Au loin, on entend la musique d'un Fest Noz*, mais la famille Colin de Querlac ne participe jamais à ces animations pour touristes et militants gauchistes du FLB*. Madame n'a aucune envie de s'assoir sur des bancs crasseux pour manger avec les doigts des sardines grillées, à une grande table jonchée des restes des moules marinières, langoustines, frites et lard grillé des occupants précédents. Pour acheter une crêpe aux enfants, il faut faire une demi-heure de queue et, quand vient son tour, la crêpière explique que, pour avoir une crêpe, il faut un jeton.

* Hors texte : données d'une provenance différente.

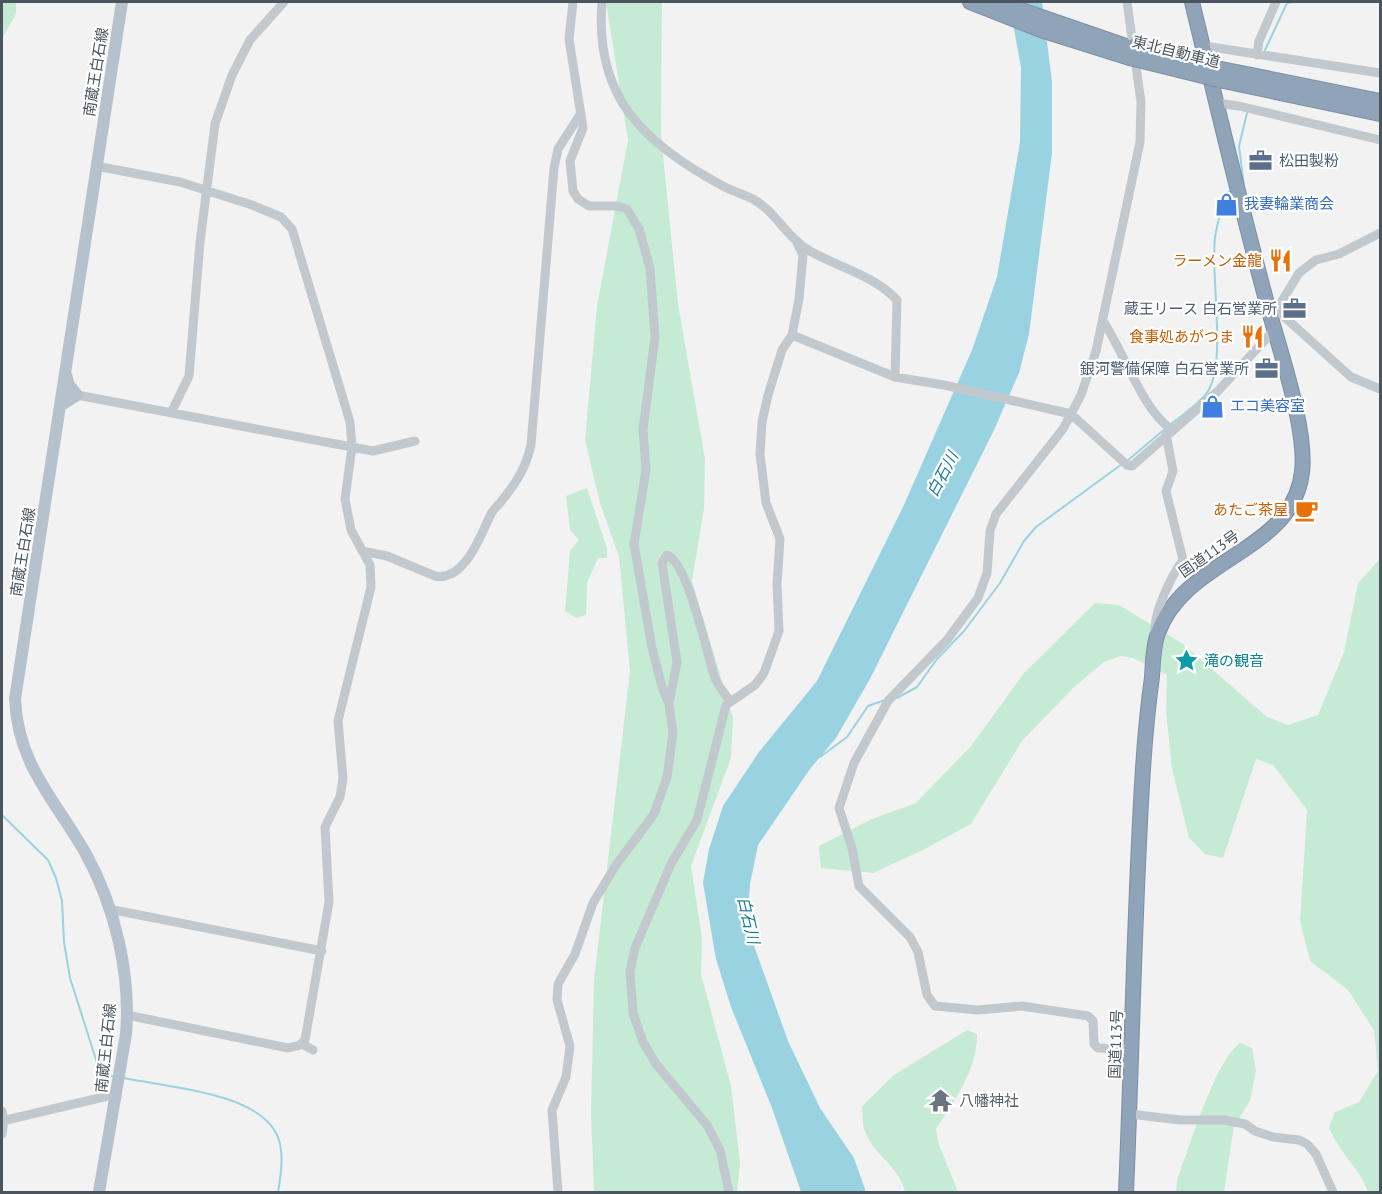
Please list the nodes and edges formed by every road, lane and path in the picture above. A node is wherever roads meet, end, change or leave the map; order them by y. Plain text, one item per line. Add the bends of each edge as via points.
1 (122, 2) edge
2 (284, 2) edge
3 (573, 2) edge
4 (602, 2) edge
5 (970, 2) edge
6 (998, 2) edge
7 (1127, 2) edge
8 (1192, 2) edge
9 (1276, 2) edge
10 (1203, 49) junction
11 (1257, 55) junction
12 (1380, 73) edge
13 (1218, 74) junction
14 (1380, 101) edge
15 (1217, 103) junction
16 (581, 113) junction
17 (1380, 114) edge
18 (1380, 140) edge
19 (96, 166) junction
20 (206, 192) junction
21 (1380, 233) edge
22 (797, 243) junction
23 (1270, 314) junction
24 (1103, 321) junction
25 (1275, 329) junction
26 (792, 335) junction
27 (66, 372) junction
28 (895, 377) junction
29 (1380, 389) edge
30 (77, 395) junction
31 (60, 406) junction
32 (171, 413) junction
33 (1071, 414) junction
34 (1168, 429) junction
35 (415, 441) dead end
36 (352, 447) junction
37 (362, 551) junction
38 (1156, 636) junction
39 (730, 701) junction
40 (669, 704) junction
41 (109, 909) junction
42 (322, 951) junction
43 (127, 1015) junction
44 (302, 1044) junction
45 (1132, 1049) junction
46 (313, 1050) dead end
47 (117, 1097) junction
48 (1130, 1114) junction
49 (2, 1117) edge
50 (2, 1134) edge
51 (99, 1192) edge
52 (558, 1192) edge
53 (729, 1192) edge
54 (1126, 1192) edge
55 (1332, 1192) edge

1 - 19 main road, 南蔵王白石線
2 - 20 street via 250,40 232,75 214,124
3 - 16 street via 569,39
4 - 22 street via 600,44 610,79 618,98 638,125 678,160 754,199
5 - 13 highway, 東北自動車道, bridge via 1087,45
6 - 13 highway, 東北自動車道, bridge
7 - 24 street via 1141,102 1140,142
8 - 10 highway, 国道113号
9 - 11 street
10 - 11 street
10 - 15 highway, 国道113号
11 - 12 street
13 - 14 highway, 東北自動車道
13 - 17 highway, 東北自動車道
15 - 18 street
15 - 23 highway, 国道113号
16 - 37 street via 556,156 531,445 521,476 492,512 472,552 443,577
16 - 40 street via 583,131 570,161 573,191 589,206 627,210 639,229 650,268 654,343 643,429 646,470 634,544 652,648
19 - 20 street via 180,182
19 - 27 main road, 南蔵王白石線
20 - 32 street via 189,376
20 - 36 street via 281,217 292,229 350,422
21 - 23 street via 1339,254 1316,260 1299,273 1276,311
22 - 26 street via 803,255
22 - 28 street via 887,289 897,300
23 - 25 highway, 国道113号
23 - 29 street via 1280,313 1351,377
24 - 33 street via 1081,395
24 - 34 street via 1144,398
25 - 34 street via 1218,391
25 - 38 highway, 国道113号 via 1301,439 1302,476 1298,491 1281,521 1270,531 1186,590
26 - 28 street
26 - 39 street via 774,372 761,444 760,469 766,503 780,539 779,631 764,673 755,685
27 - 30 main road
27 - 31 main road, 南蔵王白石線
28 - 33 street
30 - 31 main road
30 - 32 street
31 - 41 main road, 南蔵王白石線 via 16,717 28,762 85,853
32 - 36 street
33 - 34 street via 1132,466 1144,459
33 - 45 street via 996,514 990,531 987,573 978,598 947,640 890,699 855,763 839,808 860,886 910,937 918,952 930,1000 941,1008 1022,1006 1088,1016 1098,1048
34 - 38 street via 1173,471 1166,491 1183,560 1157,610
35 - 36 street via 373,451
36 - 37 street via 345,499 351,530
37 - 42 street via 370,565 371,586 338,721 343,778 340,797 325,827 329,891
38 - 45 highway, 国道113号 via 1140,816
39 - 40 street via 715,678 683,577 676,562 667,555 662,563 677,673
39 - 53 street via 698,820 671,864 635,948 630,971 633,1013 643,1042 656,1064 707,1125 720,1150
40 - 52 street via 671,761 654,814 593,903 575,954 558,984 556,1000 570,1047 564,1084 552,1110
41 - 42 street
41 - 43 main road, 南蔵王白石線 via 124,973
42 - 44 street
43 - 44 street via 288,1048
43 - 47 main road, 南蔵王白石線
44 - 46 street
45 - 48 highway, 国道113号
47 - 49 street
47 - 51 main road, 南蔵王白石線
48 - 54 highway, 国道113号
48 - 55 street via 1224,1120 1245,1124 1273,1137 1299,1140 1316,1154
49 - 50 street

Bien évidemment, on n'a pas de jeton, bien évidemment il faut aller faire la queue pour abtenir ce foutu jeton et, bien évidemment, il faut refaire la queue trente minute durant pour obtenir enfin une malheureuse crêpe ... sans sucre - pour le sucre, il faut un autre jeton ! Pas envie d'aller à la buvette qui sert de repère aux soulards du coin. Pas plus envie de supporter des musiques et chansons pseudo-bretonnes entonnées par des chevelus tout droit sortis d'une école Diwan*. A force de multiplier ces Fest Noz, la qualité se perd et l'ennui guette : "Trop de Fest Noz tue le Fest Noz !"

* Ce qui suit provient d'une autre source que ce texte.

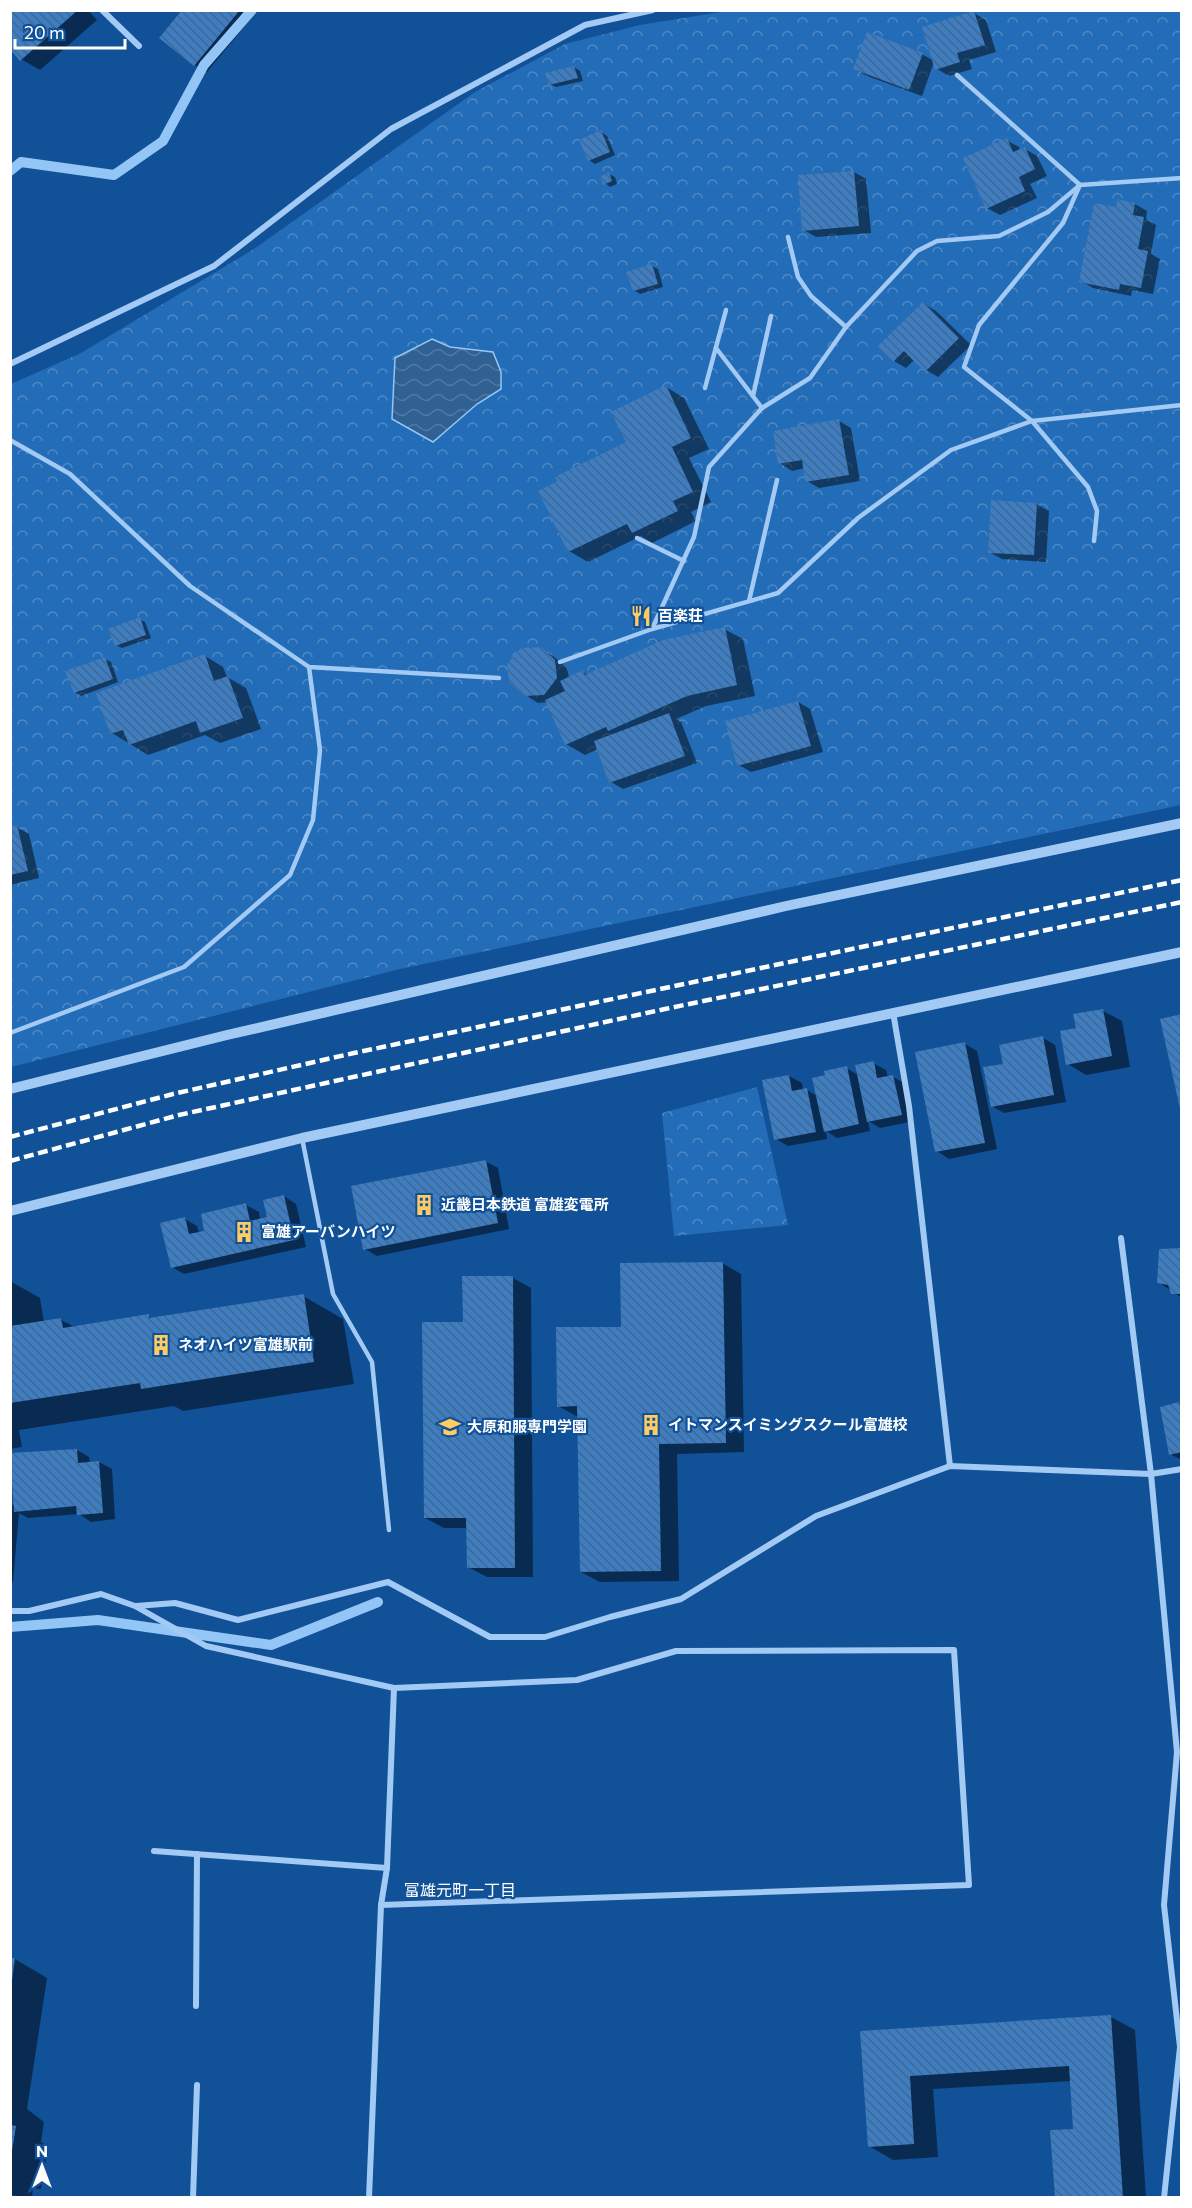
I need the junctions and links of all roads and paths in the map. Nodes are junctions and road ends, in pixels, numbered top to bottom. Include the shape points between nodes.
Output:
1 (102, 10) edge
2 (652, 10) edge
3 (139, 46) dead end
4 (957, 75) dead end
5 (1182, 178) edge
6 (1080, 184) junction
7 (788, 237) dead end
8 (726, 310) dead end
9 (771, 316) dead end
10 (846, 327) junction
11 (716, 348) junction
12 (10, 364) edge
13 (705, 388) dead end
14 (753, 396) junction
15 (1182, 405) edge
16 (762, 408) junction
17 (1032, 421) junction
18 (10, 440) edge
19 (777, 480) dead end
20 (637, 538) dead end
21 (1094, 541) dead end
22 (684, 561) junction
23 (749, 601) junction
24 (652, 629) junction
25 (560, 662) dead end
26 (309, 667) junction
27 (499, 678) dead end
28 (1182, 823) edge
29 (1182, 952) edge
30 (893, 1012) junction
31 (10, 1033) edge
32 (10, 1089) edge
33 (302, 1138) junction
34 (10, 1210) edge
35 (1121, 1238) dead end
36 (950, 1466) junction
37 (1182, 1469) edge
38 (1152, 1474) junction
39 (389, 1530) dead end
40 (135, 1606) junction
41 (10, 1611) edge
42 (394, 1688) junction
43 (1178, 1731) edge
44 (154, 1851) dead end
45 (197, 1854) junction
46 (387, 1868) junction
47 (381, 1905) junction
48 (196, 2006) dead end
49 (197, 2085) dead end
50 (193, 2198) edge
51 (369, 2198) edge
52 (1164, 2198) edge

1 - 3 street
2 - 12 street via 585,25 391,129 214,266
4 - 6 lane
5 - 6 lane
6 - 10 lane via 1048,212 999,236 937,241 917,251
6 - 17 lane via 1063,223 980,325 964,367
7 - 10 lane via 798,277 811,296
8 - 11 lane
9 - 14 lane
10 - 16 lane via 810,378
11 - 13 lane
11 - 14 lane
14 - 16 lane
15 - 17 lane
16 - 22 lane via 709,467 694,537
17 - 21 lane via 1088,488 1097,511
17 - 23 lane via 951,450 858,518 778,592
18 - 26 lane via 70,474 190,586
19 - 23 lane
20 - 22 lane
22 - 24 lane
23 - 24 lane
24 - 25 lane
26 - 27 lane
26 - 31 lane via 320,750 313,820 291,875 184,966
28 - 32 street via 763,912
29 - 30 street
30 - 33 street
30 - 36 street via 909,1106
33 - 34 street
33 - 39 lane via 333,1294 372,1362
35 - 38 street
36 - 38 street
36 - 40 street via 816,1516 681,1599 545,1637 490,1637 388,1582 238,1620 175,1603
37 - 38 street
38 - 43 street
40 - 41 street via 101,1594 29,1611
40 - 42 street via 206,1646
42 - 46 street
42 - 47 street via 577,1680 676,1651 954,1650 969,1884
43 - 52 street via 1164,1905 1180,2047
44 - 45 street
45 - 46 street
45 - 48 street
46 - 47 street
47 - 51 street
49 - 50 street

Alors NON, les Fest Noz ne sont plus pour la famille Colin. On ne peut guère les en blamer !
La soirée s'achève paisiblement dans le penty. Jeanne-Françoise Colin de Querlac s'assure que toute sa petite famille est confortablement installée puis va lire quelques pages d'un magasine de point de croix dans sa chambre avant d'éteindre la lumière. Juste avant de s'endormir, elle prévoit de se rendre demain matin au marché de Bénodet : il faut absolument qu'elle achète un très chic sac en toile de Jouy rouge sur le stand "Papa pique et Maman coud" ; le journal "Maison de Campagne" en a tellement parlé, il faut obligatoirement qu'elle en ait un à suspendre à la patère de l'entrée, juste en dessous du portrait de Mamie Soizic Colin, ancienne Penn Sardin* dans les conserveries de Douarnenez. Oups, pardon ! Je reprends : juste en dessous du portrait de Bonne-Maman Soizic Colin de Querlac, héritière d'une des familles les plus influentes de Douarnenez. Ouf, c'est mieux comme ça !

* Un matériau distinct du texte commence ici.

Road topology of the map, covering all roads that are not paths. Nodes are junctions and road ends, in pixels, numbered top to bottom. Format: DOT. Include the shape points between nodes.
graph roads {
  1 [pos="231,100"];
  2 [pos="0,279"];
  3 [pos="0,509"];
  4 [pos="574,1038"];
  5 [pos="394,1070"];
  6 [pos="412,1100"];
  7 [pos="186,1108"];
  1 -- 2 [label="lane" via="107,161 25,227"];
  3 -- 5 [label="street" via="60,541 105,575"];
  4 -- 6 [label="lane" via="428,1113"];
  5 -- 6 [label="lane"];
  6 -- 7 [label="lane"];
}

Penty : petite maison bretonne en pierre.
Mignon : signifie "mon garçon" / "ma fille" se dit Mignonne.
Mout : signifie mignon. On entend parfois aussi : "mout mout" qui veut dire très mignon. "C'ui ci est mout mout !"
Fest Noz : fête bretonne ayant lieu la nuit, par opposition à Fest Deiz.
FLB : Front de Libération de la Bretagne, mouvement indépendantiste breton.
Ecole Diwan : école privée qui prodigue un enseignement tout en breton.
Penn Sardin : ouvrière dans les conserveries de sardines de Douarnenez. On les reconnaissait à leur petit coiffe blanche toute simple.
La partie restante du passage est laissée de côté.